How Long Will Ammo Last?
by Kirk Lawson
Right now ammunition is in a "seller's market." Ammunition manufacturers are cranking out as much as they can, as fast as they can. And pretty much every last drop of it is selling within days.
Some people are new gun owners and trying to buy ammunition in order to supply their new guns. Some are more experienced owners and are trying to maintain their existing supplies while shooting. Some are trying to build up a personal emergency supply in case shortages continue long term or get worse; like having a couple extra gallons of gas for your lawn mower. And, of course, some are trying to buy up supplies of ammunition at the store then sell them online or elsewhere at higher prices to people who couldn't get supplies at the gun store. [Parenthetically, most gun stores hate this practice because it makes it hard for them to keep their customers happy with a small number of people buying all of the ammunition and then reselling it at higher prices. Consequently, many gun stores are rationing ammunition purchases.]
But for new shooters and the less experienced trying to build a small stock, the question often comes up, "how long is this stuff good for, just sitting around?" It is a valid question. After all, like the gasoline example, people have to put a stabilizing compound in their gasoline to keep it from going bad. So how long will ammunition last before "going bad?"
The good news answer is basically: Forever.
The chemicals used in the smokeless powder propellant is usually the most vulnerable to age. It can break down over time. But all modern smokeless powders are engineered so that they are very very stable, and have been so for a century or more. Ammunition from WWI and before is often still good and in shootable condition. What is the enemy of the powder is typically heat. Excessively hot conditions can accelerate the process of the powder breaking down. Unstable powder is unpredictable. It may not burn at all, react very weakly, or burn far too quickly and create dangerous over-pressure. So, generally, do not store you ammunition in places where it gets excessively hot. While your non-air-conditioned garage can get uncomfortably hot, it is usually OK, but your attic, where temperatures may exceed 150 degrees F., is hard on the powder.

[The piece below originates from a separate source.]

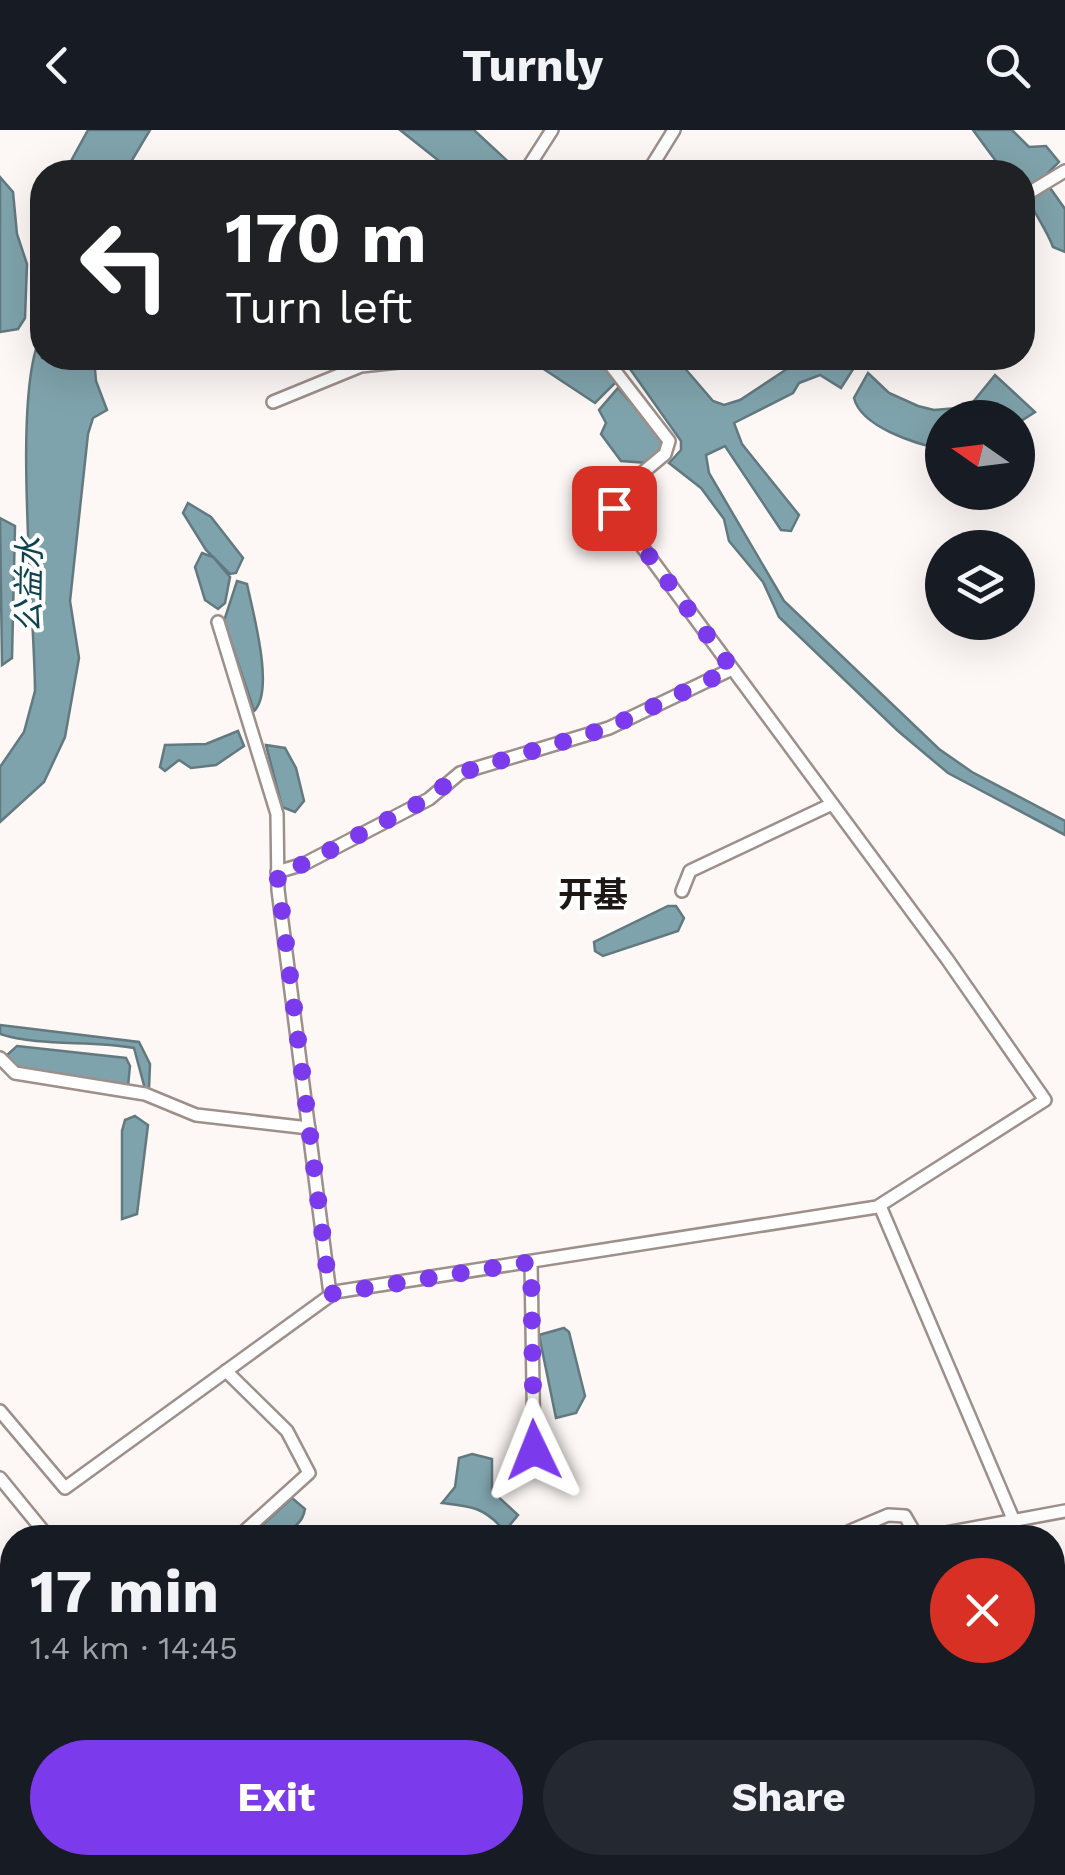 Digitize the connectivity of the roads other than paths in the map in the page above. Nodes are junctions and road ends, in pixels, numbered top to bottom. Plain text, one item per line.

The metals in the cartridge are no different from any others. Brass, copper, and lead can all oxidize. So it is important to keep the exterior of the cartridge clean and dry. Store it so that it is shielded from excessive moisture, and even outright wetness. If the cartridges are handled (touched with your fingers) then they should be wiped down with a clean, dry (not oiled) soft cotton cloth. Human fingerprints are acidic and salty. They can etch metals and cause them to corrode. It is no unheard of to find older ammunition where the brass case is green and scaly or the exposed lead of the bullet is white and flakes off. These are corrosion and would make the cartridge unsafe. But a clean, dry, cartridge will not corrode like that.
So, to maximize the life span of your ammunition, store it in a cool, dry place. Basically, if you would feel comfortable sleeping there, your ammunition probably will too.
Some owners like to purchase "ammo cases" specifically made for storing ammunition. They are usually steel or plastic, open at the top, have a water proof seal, and a carrying handle. Some will even put a fresh descant pack in the box, though it may not strictly be necessary.
[Surplus military steel "Ammo Can."]
[New manufacture plastic "Ammo Can."]
We do have one other thing to discuss here about safe storage of ammunition. It should be stored in a manner that unauthorized people do not have ready access to it. You will have to decide how that works in your home. For instance if you do not have children in the home and do not ever have visitors, then your entire home is a "storage container" to prevent unauthorized access just by putting it in your closet and locking your front door. But if you have children, or even if you have well trained teen or adult children, but have visitors in your home, then you need a way to deny access. Some of the "ammo cans" discussed above have a lock hasp for a traditional removable lock. Some people choose a sheet steel locker for guns and ammunition typified by the Stack On (tm) brand. Some people have full sized safe and store both guns and ammunition in there. Some people get creative and may use a locking file cabinet, actual refrigerator with a lock, or a cabinet with a key lock on it. In any case it is your responsibility to take steps to prevent unauthorized people from accessing your ammunition.